En théorie, un tel continent était non seulement très vaste mais devait connaître des climats variés, allant du régime tempéré au régime polaire. Une telle terre convenait à la colonisation et contenait sans doute de vastes ressources, dont le commerce européen pouvait bénéficier. Sa découverte bouleverserait le présent équilibre des forces en Europe et ferait du Pacifique un lac privé, propriété exclusive du possesseur de ce nouveau continent. Il est donc essentiel, insistait Dalrymple, que cette souveraineté soit britannique.
Or, il se trouva que l’on annonçait pour 1769 une conjonction extrêmement rare; le passage de Vénus sur le disque du soleil, phénomène qui ne se reproduirait que cent cinq ans plus tard. On espérait que des observations, effectuées par des astronomes à partir de points très éloignés sur la surface terrestre, permettraient la détermination de la distance de la terre au soleil.
La rapport de Wallis concernant Tahiti décida la Royal Society à choisir cette île comme poste d’observation du Pacifique central. Cook appareilla le 25 août 1768 avec un double objectif; ses instructions lui enjoignaient d’organiser les observations mais aussi, selon les dispositions secrètes, de rechercher le continent austral qui peut se trouver, « on a des raisons de le croire, au sud de la route suivie par le capitaine Wallis ».
Cook, qui venait d’atteindre la quarantaine, était à la fois un excellent navigateur et un géographe expérimenté. Il avait participé à l’établissement des cartes des bancs du Saint-Laurent, qui avaient permis la prise de Québec par la flotte en 1759, et il s’était fait apprécier en raison de la minute avec laquelle il avait accompli son travail lors de missions hydrographiques en Nouvelle-Écosse et à Terre-Neuve. Conscient des progrès que la navigation devait à la contribution des astronomes et des fabricants d’instruments, il était plus qualifié que n’importe lequel de ses prédécesseurs pour déterminer avec précision la route à suivre. Ses hommes respectaient d’autant mieux son intégrité morale, son sens du devoir, qu’il savait veiller avec une extrême vigilance à leur bien-être. Cook fut le premier voyageur à démontrer que le scorbut pouvait être vaincu par une bonne hygiène et une alimentation soigneusement déterminée, le premier capitaine qui partit de l’idée qu’il était possible de ramener au complet son équipage au port.

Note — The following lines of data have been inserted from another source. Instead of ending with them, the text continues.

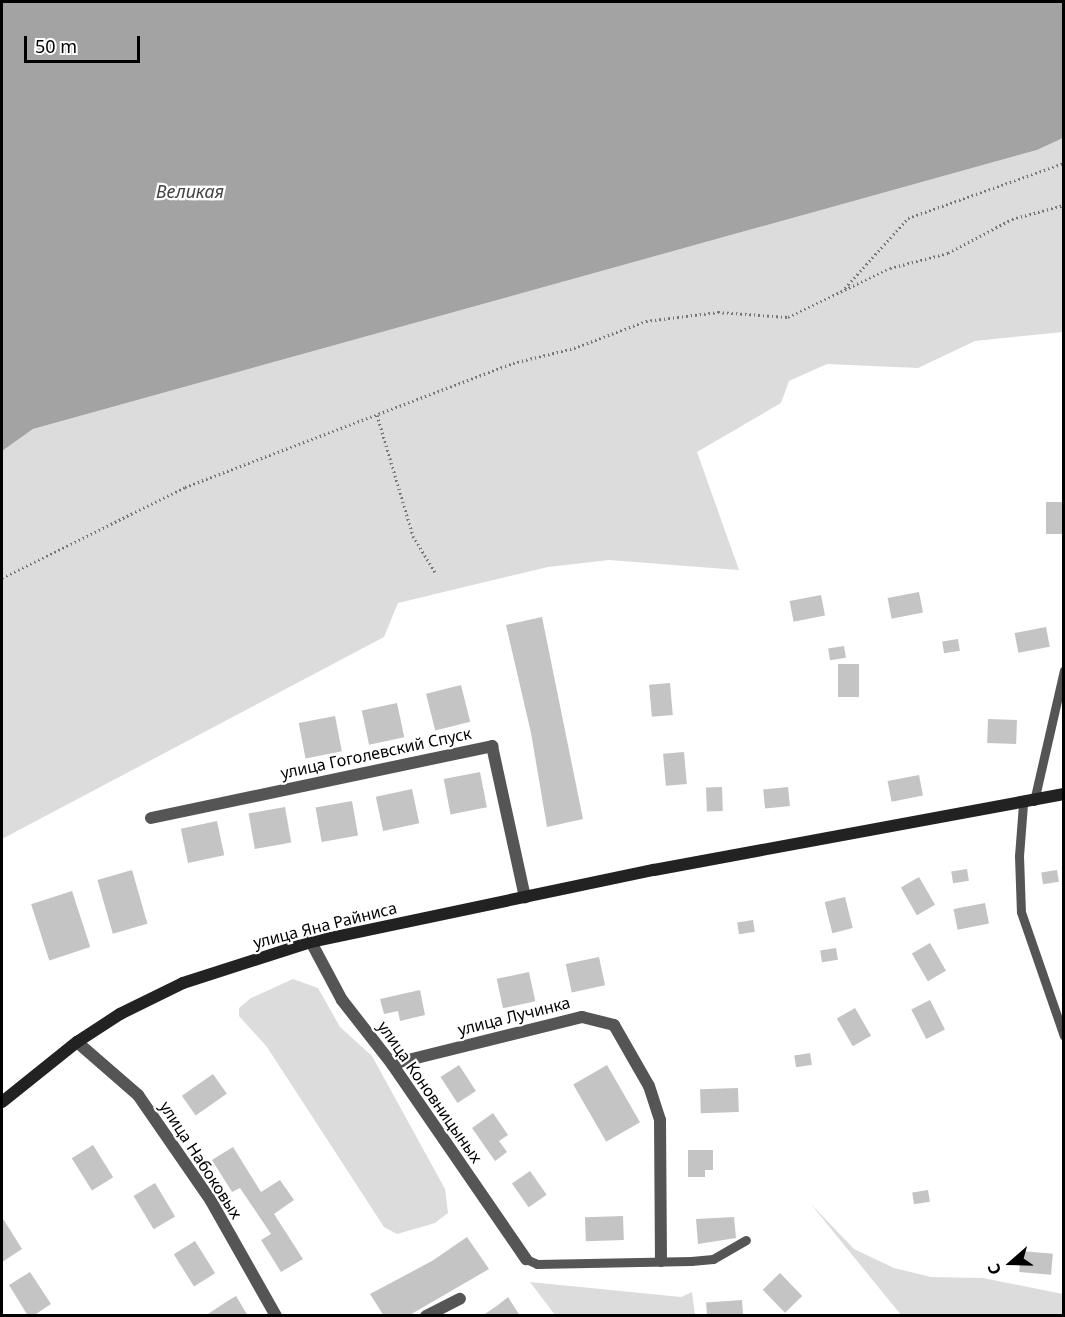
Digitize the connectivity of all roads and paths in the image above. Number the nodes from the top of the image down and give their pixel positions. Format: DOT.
graph roads {
  1 [pos="1064,164"];
  2 [pos="1064,205"];
  3 [pos="844,289"];
  4 [pos="377,415"];
  5 [pos="435,572"];
  6 [pos="2,578"];
  7 [pos="1064,670"];
  8 [pos="1064,794"];
  9 [pos="1029,802"];
  10 [pos="150,818"];
  11 [pos="525,897"];
  12 [pos="311,942"];
  13 [pos="1064,1036"];
  14 [pos="76,1042"];
  15 [pos="392,1064"];
  16 [pos="2,1101"];
  17 [pos="746,1240"];
  18 [pos="526,1259"];
  19 [pos="660,1261"];
  20 [pos="460,1299"];
  21 [pos="276,1316"];
  22 [pos="426,1316"];
  1 -- 3 [label="path"];
  2 -- 3 [label="path"];
  3 -- 4 [label="path"];
  4 -- 5 [label="path"];
  4 -- 6 [label="path"];
  7 -- 9 [label="lane"];
  8 -- 9 [label="street, улица Яна Райниса"];
  9 -- 11 [label="street, улица Яна Райниса"];
  9 -- 13 [label="lane"];
  10 -- 11 [label="street, улица Гоголевский Спуск"];
  11 -- 12 [label="street, улица Яна Райниса"];
  12 -- 14 [label="street, улица Яна Райниса"];
  12 -- 15 [label="street, улица Коновницыных"];
  14 -- 16 [label="street, улица Яна Райниса"];
  14 -- 21 [label="street, улица Набоковых"];
  15 -- 18 [label="street, улица Коновницыных"];
  15 -- 19 [label="street, улица Лучинка"];
  17 -- 19 [label="lane"];
  18 -- 19 [label="lane"];
  20 -- 22 [label="street"];
}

L’Endeavour pénétra dans le Pacifique par le cap Horn. De Tahiti, et une fois les observations faites, il fit voile plein sud jusqu’au 35e parallèle, puis vint à l’ouest et s’y maintint en dépit des vents d’ouest dominants. Frôlant le rivage de la Nouvelle-Zélande, il l’inspecta méthodiquement, détachant de ce fait un nouveau tronçon de terre du continent austral. Ce résultat ne lui suffit pas; bien que son navire eût besoin de réparations, profitant de l’excellent était de santé de son équipage – jamais des Blancs ne s’étaient trouvés en si bonnes conditions physiques après un si long voyage – il fit route à l’ouest jusqu’à la côte australienne.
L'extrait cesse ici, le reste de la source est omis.